= Description of the task =
From the first line to the last, repeat the data exactly and drop the pictures.

= Available data =
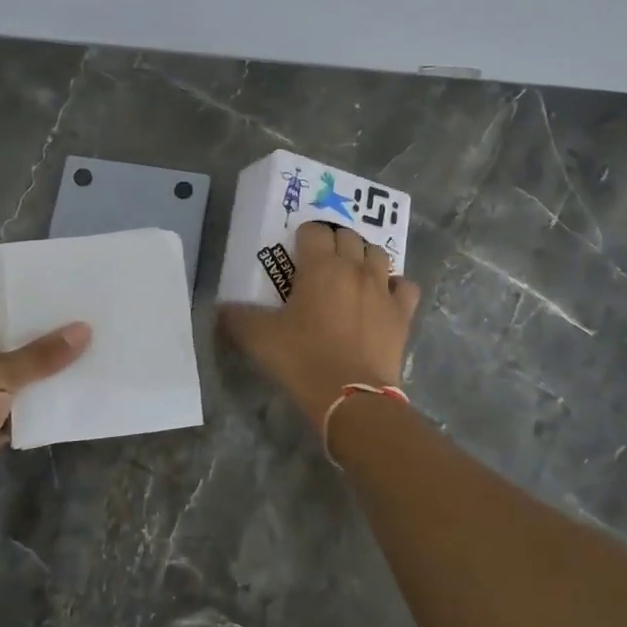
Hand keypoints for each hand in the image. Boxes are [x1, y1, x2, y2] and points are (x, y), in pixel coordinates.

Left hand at [0, 304, 89, 525]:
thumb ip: (40, 355)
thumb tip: (83, 329)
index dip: (7, 308)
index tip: (45, 302)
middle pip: (1, 349)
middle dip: (33, 341)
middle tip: (74, 325)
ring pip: (15, 382)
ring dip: (42, 375)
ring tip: (83, 354)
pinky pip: (21, 412)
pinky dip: (41, 407)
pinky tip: (71, 394)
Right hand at [218, 222, 420, 421]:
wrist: (350, 396)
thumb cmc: (302, 359)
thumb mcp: (259, 339)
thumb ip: (237, 318)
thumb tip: (222, 309)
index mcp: (320, 266)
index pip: (313, 230)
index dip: (303, 236)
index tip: (295, 253)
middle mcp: (354, 268)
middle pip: (348, 236)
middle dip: (334, 242)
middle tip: (321, 263)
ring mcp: (382, 289)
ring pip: (378, 254)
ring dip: (364, 257)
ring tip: (352, 274)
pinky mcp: (402, 313)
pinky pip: (405, 286)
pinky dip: (395, 286)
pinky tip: (384, 297)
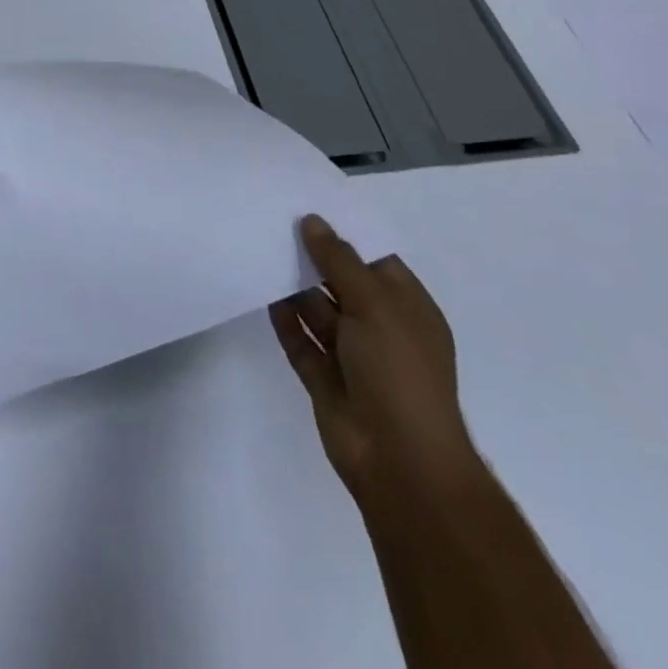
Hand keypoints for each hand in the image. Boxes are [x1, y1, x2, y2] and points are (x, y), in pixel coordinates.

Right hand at [269, 216, 482, 506]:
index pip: (374, 261)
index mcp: (406, 309)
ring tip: (261, 248)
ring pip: (317, 310)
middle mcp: (379, 328)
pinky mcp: (324, 378)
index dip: (344, 235)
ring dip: (294, 285)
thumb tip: (312, 221)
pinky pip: (299, 340)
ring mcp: (351, 355)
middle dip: (313, 257)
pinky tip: (262, 292)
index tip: (307, 205)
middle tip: (274, 220)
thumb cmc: (400, 372)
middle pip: (341, 282)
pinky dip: (283, 318)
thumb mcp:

= Your response =
Hand keypoints for each hand in the image. Boxes are [x1, y1, x2, y2] and points are (x, y), in pixel coordinates.

Left hand at [0, 304, 89, 525]:
thumb ip: (40, 355)
thumb tip: (83, 329)
index dip: (7, 308)
index tip: (45, 302)
middle pip: (1, 349)
middle dip: (33, 341)
middle tip: (74, 325)
ring pip: (15, 382)
ring dip: (42, 375)
ring tip: (83, 354)
pinky pip: (21, 412)
pinky dip: (41, 407)
pinky tip: (71, 394)
Right hand at [218, 222, 420, 421]:
wrist: (350, 396)
thumb cmc: (302, 359)
thumb mcp: (259, 339)
thumb ip: (237, 318)
thumb tip: (222, 309)
index mcp: (320, 266)
index pip: (313, 230)
index dip: (303, 236)
index tip: (295, 253)
middle mcp: (354, 268)
middle pip: (348, 236)
middle dip: (334, 242)
middle tip: (321, 263)
ring mcp: (382, 289)
ring pip: (378, 254)
ring dip: (364, 257)
ring tip: (352, 274)
pinky mcp: (402, 313)
pinky pip: (405, 286)
pinky dip: (395, 286)
pinky tip: (384, 297)
Hand keypoints for each hand in the image. Boxes are [x1, y1, x2, y2] and points are (x, y), in pixel coordinates.

Right hand at [269, 216, 482, 506]:
index pip: (374, 261)
index mcp: (406, 309)
ring tip: (261, 248)
ring pip: (317, 310)
middle mcp: (379, 328)
pinky mcp: (324, 378)
index dip: (344, 235)
ring dip: (294, 285)
thumb tip: (312, 221)
pinky pip: (299, 340)
ring mcp: (351, 355)
middle dip: (313, 257)
pinky tip: (262, 292)
index tip: (307, 205)
middle tip: (274, 220)
thumb cmc: (400, 372)
middle pip: (341, 282)
pinky dip: (283, 318)
thumb mcp:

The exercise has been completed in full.